**** Entries provided

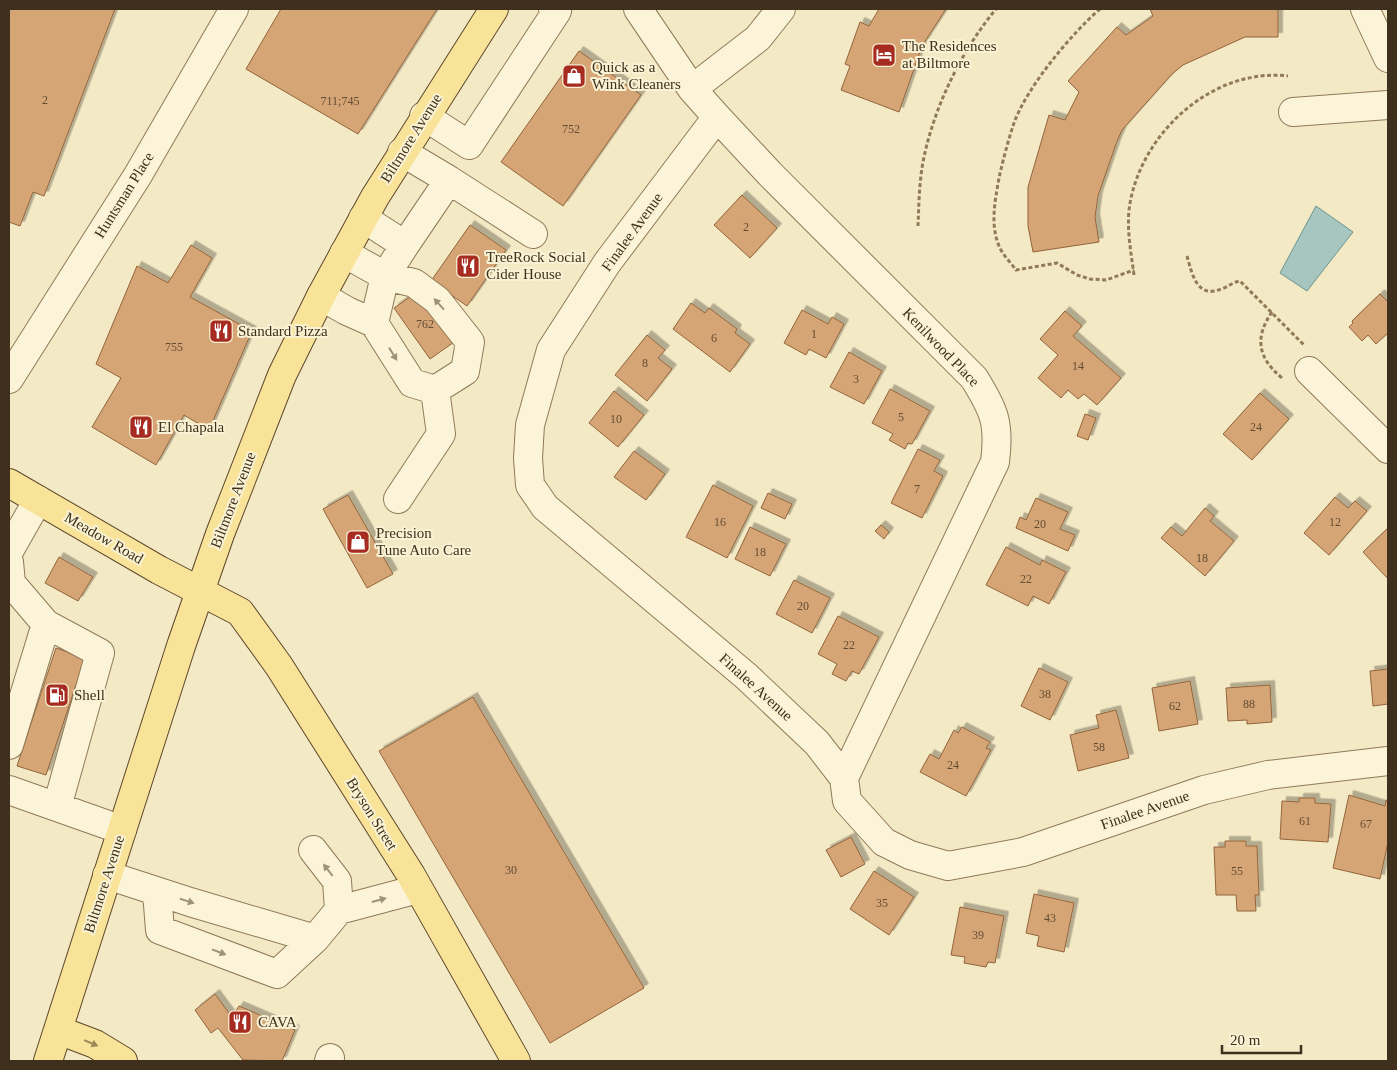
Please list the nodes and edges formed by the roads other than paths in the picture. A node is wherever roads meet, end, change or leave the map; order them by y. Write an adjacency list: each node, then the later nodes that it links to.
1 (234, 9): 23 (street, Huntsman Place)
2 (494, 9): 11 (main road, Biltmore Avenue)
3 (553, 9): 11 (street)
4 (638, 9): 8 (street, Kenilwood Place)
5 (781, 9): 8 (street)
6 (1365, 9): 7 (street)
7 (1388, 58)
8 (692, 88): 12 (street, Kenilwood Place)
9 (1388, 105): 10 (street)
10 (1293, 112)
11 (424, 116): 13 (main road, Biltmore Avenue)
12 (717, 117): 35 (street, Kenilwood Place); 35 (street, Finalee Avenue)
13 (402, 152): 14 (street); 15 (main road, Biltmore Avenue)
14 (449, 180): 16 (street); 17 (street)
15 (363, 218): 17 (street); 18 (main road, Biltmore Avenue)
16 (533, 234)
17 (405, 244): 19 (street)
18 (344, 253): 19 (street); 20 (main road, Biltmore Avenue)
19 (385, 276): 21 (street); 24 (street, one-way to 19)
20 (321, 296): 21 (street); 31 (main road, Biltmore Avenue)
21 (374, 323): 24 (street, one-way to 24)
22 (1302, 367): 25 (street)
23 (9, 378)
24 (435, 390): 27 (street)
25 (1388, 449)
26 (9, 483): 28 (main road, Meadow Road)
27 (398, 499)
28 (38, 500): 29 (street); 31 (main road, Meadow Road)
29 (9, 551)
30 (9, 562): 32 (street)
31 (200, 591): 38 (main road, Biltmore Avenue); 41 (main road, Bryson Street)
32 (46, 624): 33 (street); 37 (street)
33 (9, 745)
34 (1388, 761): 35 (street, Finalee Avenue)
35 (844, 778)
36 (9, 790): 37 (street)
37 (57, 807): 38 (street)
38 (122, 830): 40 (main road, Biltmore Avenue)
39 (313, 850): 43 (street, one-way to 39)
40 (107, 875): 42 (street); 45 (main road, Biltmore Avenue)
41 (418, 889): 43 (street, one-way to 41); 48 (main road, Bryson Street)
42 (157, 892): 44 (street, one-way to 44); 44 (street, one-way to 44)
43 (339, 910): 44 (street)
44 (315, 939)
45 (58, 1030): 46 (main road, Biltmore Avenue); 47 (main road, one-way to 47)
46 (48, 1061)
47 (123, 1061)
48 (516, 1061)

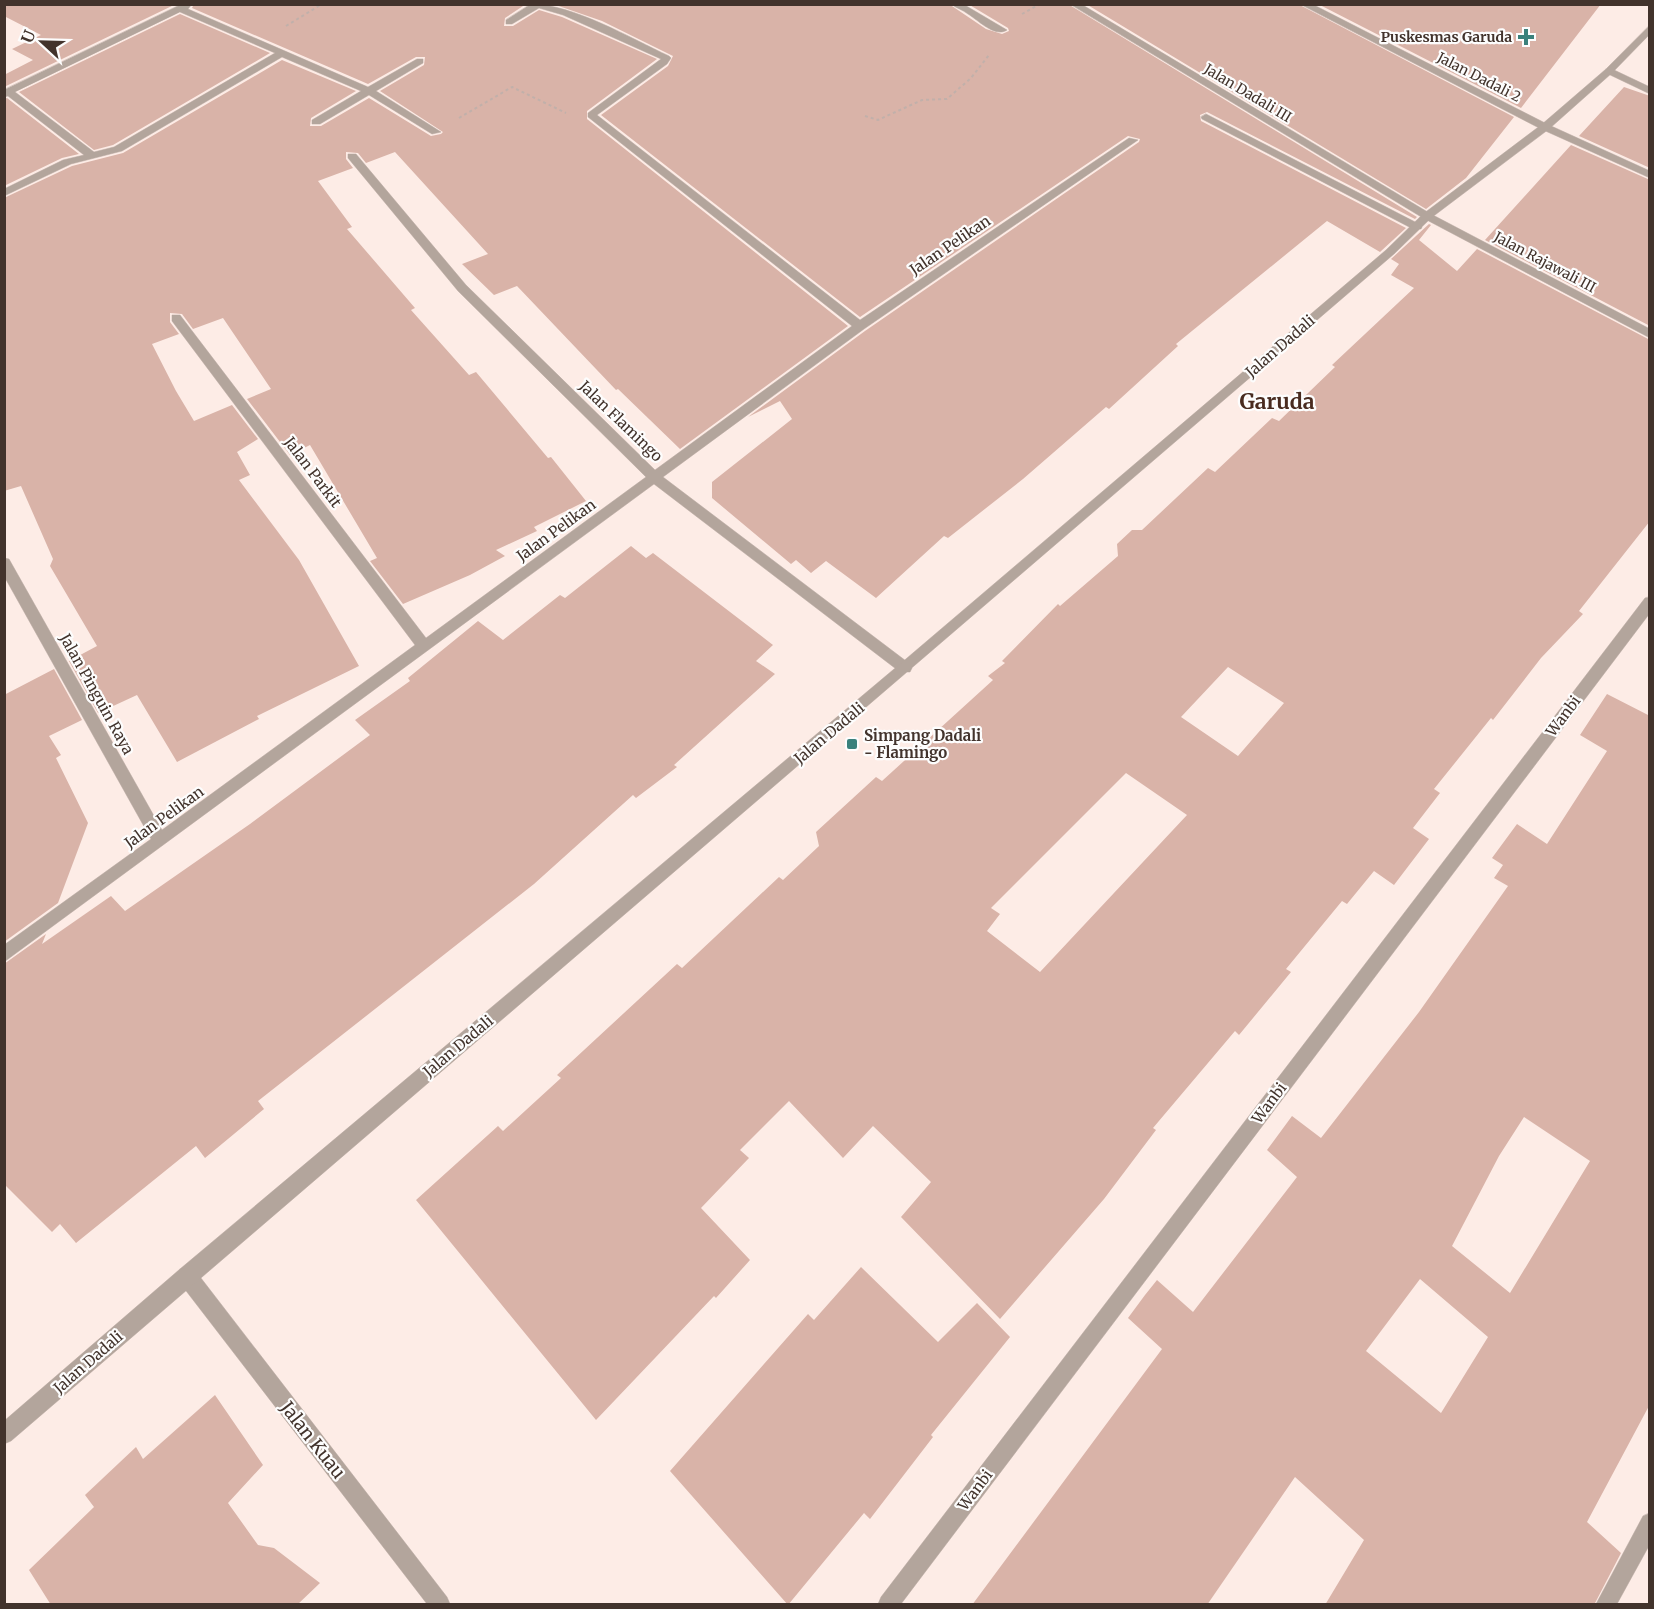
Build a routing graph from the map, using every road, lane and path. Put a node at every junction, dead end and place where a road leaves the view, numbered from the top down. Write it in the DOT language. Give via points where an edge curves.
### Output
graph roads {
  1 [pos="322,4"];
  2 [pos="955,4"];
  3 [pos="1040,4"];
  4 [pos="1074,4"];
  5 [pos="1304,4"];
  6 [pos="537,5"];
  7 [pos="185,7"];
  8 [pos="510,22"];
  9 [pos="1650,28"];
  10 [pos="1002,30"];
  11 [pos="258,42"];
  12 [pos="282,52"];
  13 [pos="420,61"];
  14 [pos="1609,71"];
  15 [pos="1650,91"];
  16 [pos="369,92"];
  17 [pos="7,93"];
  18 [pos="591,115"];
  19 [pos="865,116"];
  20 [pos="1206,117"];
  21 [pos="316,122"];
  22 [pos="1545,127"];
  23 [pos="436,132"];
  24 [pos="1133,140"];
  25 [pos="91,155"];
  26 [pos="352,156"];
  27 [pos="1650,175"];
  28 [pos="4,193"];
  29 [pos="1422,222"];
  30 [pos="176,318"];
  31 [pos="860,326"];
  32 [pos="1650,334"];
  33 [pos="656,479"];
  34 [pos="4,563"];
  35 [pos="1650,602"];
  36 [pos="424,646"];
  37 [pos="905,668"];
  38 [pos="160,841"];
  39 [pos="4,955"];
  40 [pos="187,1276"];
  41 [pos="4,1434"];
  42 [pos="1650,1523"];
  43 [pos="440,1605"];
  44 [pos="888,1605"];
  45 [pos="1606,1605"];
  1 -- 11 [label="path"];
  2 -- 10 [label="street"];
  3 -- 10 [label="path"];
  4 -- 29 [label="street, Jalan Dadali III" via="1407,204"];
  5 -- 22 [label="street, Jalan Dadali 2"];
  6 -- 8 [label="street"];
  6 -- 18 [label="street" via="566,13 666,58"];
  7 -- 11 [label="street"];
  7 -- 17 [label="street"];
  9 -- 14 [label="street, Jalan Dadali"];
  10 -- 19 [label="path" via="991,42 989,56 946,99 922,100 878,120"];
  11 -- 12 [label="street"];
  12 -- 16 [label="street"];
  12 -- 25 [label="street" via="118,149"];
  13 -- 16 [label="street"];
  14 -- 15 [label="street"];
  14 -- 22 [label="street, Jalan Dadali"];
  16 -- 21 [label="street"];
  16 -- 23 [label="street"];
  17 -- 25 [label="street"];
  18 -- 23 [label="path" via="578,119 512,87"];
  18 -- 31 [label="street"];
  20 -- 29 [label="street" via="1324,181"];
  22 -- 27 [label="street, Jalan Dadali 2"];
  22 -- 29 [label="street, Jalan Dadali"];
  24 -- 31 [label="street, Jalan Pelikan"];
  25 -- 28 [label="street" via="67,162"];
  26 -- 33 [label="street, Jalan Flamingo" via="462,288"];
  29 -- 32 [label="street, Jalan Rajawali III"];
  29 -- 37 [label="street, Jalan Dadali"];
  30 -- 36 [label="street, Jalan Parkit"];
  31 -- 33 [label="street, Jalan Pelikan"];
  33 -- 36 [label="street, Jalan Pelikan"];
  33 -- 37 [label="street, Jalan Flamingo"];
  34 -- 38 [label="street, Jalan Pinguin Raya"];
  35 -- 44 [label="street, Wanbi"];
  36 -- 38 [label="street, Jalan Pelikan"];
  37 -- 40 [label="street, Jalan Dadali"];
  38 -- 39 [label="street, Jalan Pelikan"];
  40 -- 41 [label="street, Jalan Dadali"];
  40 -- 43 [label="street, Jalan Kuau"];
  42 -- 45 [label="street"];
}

********
**** Entries provided

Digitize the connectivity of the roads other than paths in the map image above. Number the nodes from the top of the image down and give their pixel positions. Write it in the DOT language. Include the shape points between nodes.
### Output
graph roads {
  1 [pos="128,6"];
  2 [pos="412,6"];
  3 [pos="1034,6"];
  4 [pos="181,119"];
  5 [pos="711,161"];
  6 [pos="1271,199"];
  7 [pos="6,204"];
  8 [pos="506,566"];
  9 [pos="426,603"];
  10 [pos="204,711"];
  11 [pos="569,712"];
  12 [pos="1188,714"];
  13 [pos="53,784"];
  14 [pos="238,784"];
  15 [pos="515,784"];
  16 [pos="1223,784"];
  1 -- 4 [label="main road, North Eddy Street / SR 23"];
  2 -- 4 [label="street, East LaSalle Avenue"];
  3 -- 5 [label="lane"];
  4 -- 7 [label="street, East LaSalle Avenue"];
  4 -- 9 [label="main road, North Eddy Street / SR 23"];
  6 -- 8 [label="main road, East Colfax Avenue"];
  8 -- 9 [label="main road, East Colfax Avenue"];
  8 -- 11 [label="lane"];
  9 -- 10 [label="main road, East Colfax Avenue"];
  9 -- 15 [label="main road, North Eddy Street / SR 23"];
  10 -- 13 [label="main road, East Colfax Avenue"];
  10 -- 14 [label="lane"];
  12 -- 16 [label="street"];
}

********

- Exercise: On how many lines above does the word "points" appear? Only the number should be given.

- Result below: 2